## [TASK DIRECTIONS]
List each line of the data in which the string "רוטשילד" appears.

(Beginning of TASK MATERIAL)

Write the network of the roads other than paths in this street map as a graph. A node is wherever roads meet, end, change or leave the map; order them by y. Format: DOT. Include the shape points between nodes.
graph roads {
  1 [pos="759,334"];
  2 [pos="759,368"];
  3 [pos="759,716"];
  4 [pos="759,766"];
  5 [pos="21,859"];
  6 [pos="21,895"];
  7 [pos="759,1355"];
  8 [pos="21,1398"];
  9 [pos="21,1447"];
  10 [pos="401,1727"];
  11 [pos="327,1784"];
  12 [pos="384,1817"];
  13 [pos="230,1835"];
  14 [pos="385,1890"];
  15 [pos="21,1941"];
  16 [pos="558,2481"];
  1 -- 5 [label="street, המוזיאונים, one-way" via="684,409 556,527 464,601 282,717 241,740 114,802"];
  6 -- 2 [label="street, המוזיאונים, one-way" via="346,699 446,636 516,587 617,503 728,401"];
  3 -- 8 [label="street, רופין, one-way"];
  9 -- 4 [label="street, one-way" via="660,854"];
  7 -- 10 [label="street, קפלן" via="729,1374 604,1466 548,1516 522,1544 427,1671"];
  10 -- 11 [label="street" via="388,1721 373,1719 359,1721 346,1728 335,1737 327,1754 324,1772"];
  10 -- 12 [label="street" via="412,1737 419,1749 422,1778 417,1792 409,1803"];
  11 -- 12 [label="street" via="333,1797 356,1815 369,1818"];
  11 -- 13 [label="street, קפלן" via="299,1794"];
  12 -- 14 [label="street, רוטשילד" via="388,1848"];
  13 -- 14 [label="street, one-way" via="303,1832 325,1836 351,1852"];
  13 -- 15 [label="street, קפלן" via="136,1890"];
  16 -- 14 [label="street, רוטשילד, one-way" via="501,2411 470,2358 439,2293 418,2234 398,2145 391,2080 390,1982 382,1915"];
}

(End of TASK MATERIAL)

## [RESULT FOR THIS EXERCISE]
  12 -- 14 [label="street, רוטשילד" via="388,1848"];
  16 -- 14 [label="street, רוטשילד, one-way" via="501,2411 470,2358 439,2293 418,2234 398,2145 391,2080 390,1982 382,1915"];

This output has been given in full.